Voor de burgers in onze beide landen en elders in Europa zou een bedrijf als Air France/KLM dan ook een illustratie moeten vormen dat het beste antwoord op grensoverschrijdende uitdagingen niet ligt in angst en boosheid, maar in eendrachtige Europese samenwerking. Wie een multipolaire wereld wil, waarin Europa een belangrijke rol speelt, zal moeten beginnen bij de basis - en dat is een sterke Europese economie.

(Globalisering en Identiteit)

In dit licht zijn enkele woorden over het begrip 'identiteit' op zijn plaats. Want hoe goed de fusie tussen Air France en KLM rationeel te benaderen is, emotioneel ligt die fusie hier en daar nog gevoelig.

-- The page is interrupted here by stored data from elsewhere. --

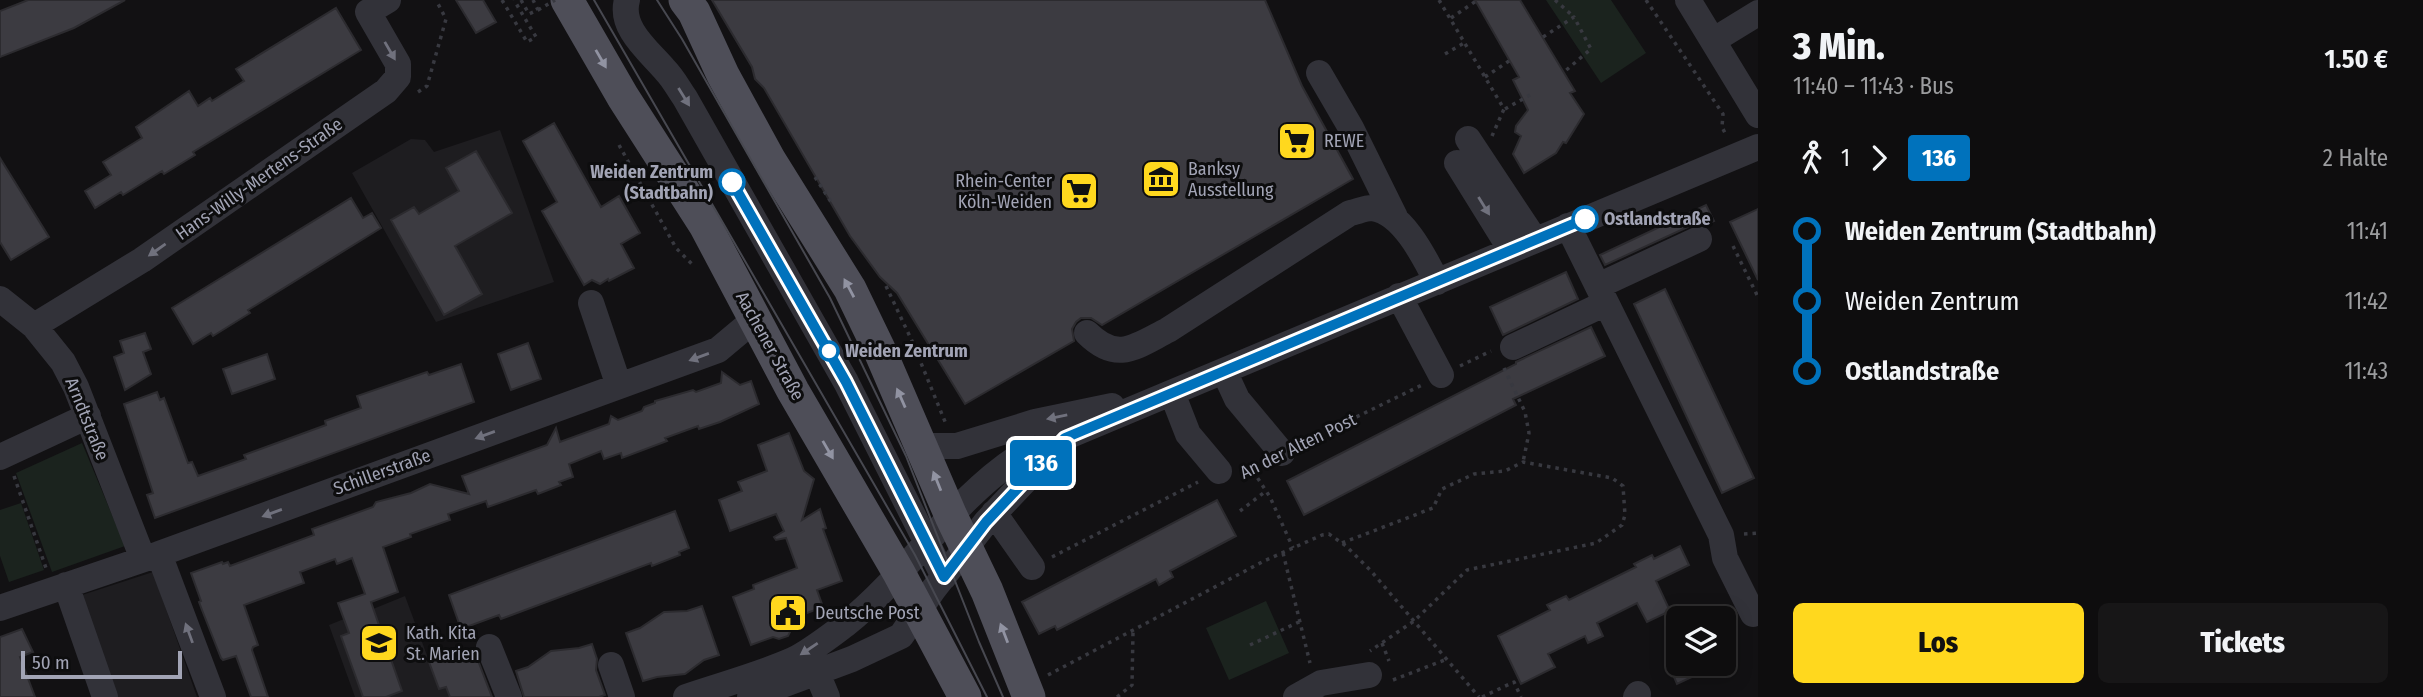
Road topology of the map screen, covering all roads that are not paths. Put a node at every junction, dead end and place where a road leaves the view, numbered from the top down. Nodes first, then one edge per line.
1 (627, 0) edge
2 (685, 0) edge
3 (1688, 0) edge
4 (373, 4) edge
5 (552, 5) edge
6 (1758, 13) edge
7 (1714, 40) junction
8 (1319, 73) dead end
9 (1758, 115) edge
10 (1747, 151) edge
11 (1395, 217) junction
12 (1568, 226) junction
13 (1699, 239) dead end
14 (1535, 240) junction
15 (1511, 250) junction
16 (1437, 282) junction
17 (1602, 294) junction
18 (1399, 296) junction
19 (0, 299) edge
20 (591, 303) dead end
21 (755, 320) junction
22 (34, 326) junction
23 (1087, 333) dead end
24 (1503, 353) road end
25 (1224, 372) junction
26 (1441, 375) road end
27 (619, 386) junction
28 (1171, 393) junction
29 (88, 416) junction
30 (1065, 438) junction
31 (922, 446) junction
32 (1282, 453) road end
33 (3, 455) edge
34 (1219, 471) road end
35 (994, 513) junction
36 (951, 516) junction
37 (926, 543) junction
38 (966, 548) junction
39 (151, 557) junction
40 (1032, 567) road end
41 (899, 573) junction
42 (944, 577) junction
43 (60, 587) junction
44 (0, 608) edge
45 (919, 610) junction
46 (1753, 614) dead end
47 (489, 647) dead end
48 (611, 664) dead end
49 (1368, 675) road end
50 (822, 685) edge
51 (1027, 692) edge
52 (106, 697) edge
53 (213, 697) edge
54 (509, 697) edge
55 (622, 697) edge
56 (687, 697) edge
57 (750, 697) edge
58 (965, 697) edge
59 (1296, 697) edge

1 -> 37 street
31 -> 2 main road
3 - 7 street
4 -> 22 street, Hans-Willy-Mertens-Straße
5 -> 21 main road, Aachener Straße
6 - 7 street
7 - 9 street
8 - 11 street
10 - 12 street
11 - 16 street
11 - 23 street
12 - 14 street
12 - 17 street
13 - 17 street
14 - 15 street
14 -> 15 street
15 - 16 street
16 - 18 street
17 - 24 street
17 - 46 street
18 - 25 street
18 - 26 street
19 - 22 street, Arndtstraße
20 - 27 street
21 -> 27 street, Schillerstraße
21 -> 41 main road, Aachener Straße
22 - 29 street, Arndtstraße
25 - 28 street
25 - 32 street
27 -> 39 street, Schillerstraße
28 - 30 street
28 -> 31 street
28 - 34 street
29 - 33 street
29 - 39 street, Arndtstraße
30 - 35 street
30 - 36 street
36 -> 31 main road
35 - 38 street
35 - 40 street
36 - 37 street
36 - 38 main road
37 - 41 street
37 - 42 street
38 - 42 street
51 -> 38 main road
39 - 43 street, Schillerstraße
53 -> 39 street, Arndtstraße
41 - 45 main road, Aachener Straße
41 -> 56 street
42 - 45 street
43 - 44 street, Schillerstraße
43 - 52 street
45 - 50 street
45 - 58 main road, Aachener Straße
47 - 54 street
48 - 55 street
49 - 59 street
50 - 57 street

Symbolen spelen in de nationale identiteit een belangrijke rol en de overheid moet ervoor waken dat die symbolen zo lang mogelijk in stand worden gehouden. Dat geldt niet alleen voor de staatsinrichting, maar ook voor bedrijven. Economie is, zoals we op school al leerden, ook een zaak van psychologie.

Een van de redenen waarom burgers het Grondwettelijk Verdrag in Frankrijk en Nederland hebben afgewezen, was dat de Europese integratie in hun ogen de nationale identiteit, de eigen manier van leven, bedreigt. We moeten dat signaal serieus nemen, niet door de grenzen opnieuw te sluiten, maar door aan te tonen dat samenwerking voordelen biedt en ook helpt de identiteit te beschermen in plaats van te ondermijnen.

Wij moeten met zowel de motieven achter de twee nee's rekening houden als met de noodzaak van grensoverschrijdende samenwerking. Dus moeten wij op zoek naar sluitende antwoorden op de vraag vanuit onze samenleving hoe behoud van de nationale identiteit te verzoenen valt met de noodzaak op Europees niveau onze krachten te bundelen. En ondertussen kan er mischien langzaam, langzaam, zoiets als een Europese identiteit groeien die de nationale aanvult.

De sleutel ligt in het Europese motto: eenheid in verscheidenheid. Hou nationale symbolen, ook de economische, zoveel mogelijk in stand, maar plaats ze op een stevig Europees voetstuk. Dan kunnen we de turbulentie van de globalisering doorstaan en tegelijkertijd de steun van onze samenlevingen behouden voor de Europese samenwerking.

Misschien dat een bepaalde vorm van Europees patriottisme ons Europeanen bij de les kan houden. Wij moeten trots zijn op Europese uitvindingen en op het Europese genie. Zeker in een tijd waarin de universiteiten in India per jaar meer ingenieurs afleveren dan de hele Europese Unie in tien jaar! Maar Europees patriottisme moet niet leiden tot het sluiten van de luiken voor de onvermijdelijke globalisering. Juist omdat wij dan de verkeerde keuzes zullen maken.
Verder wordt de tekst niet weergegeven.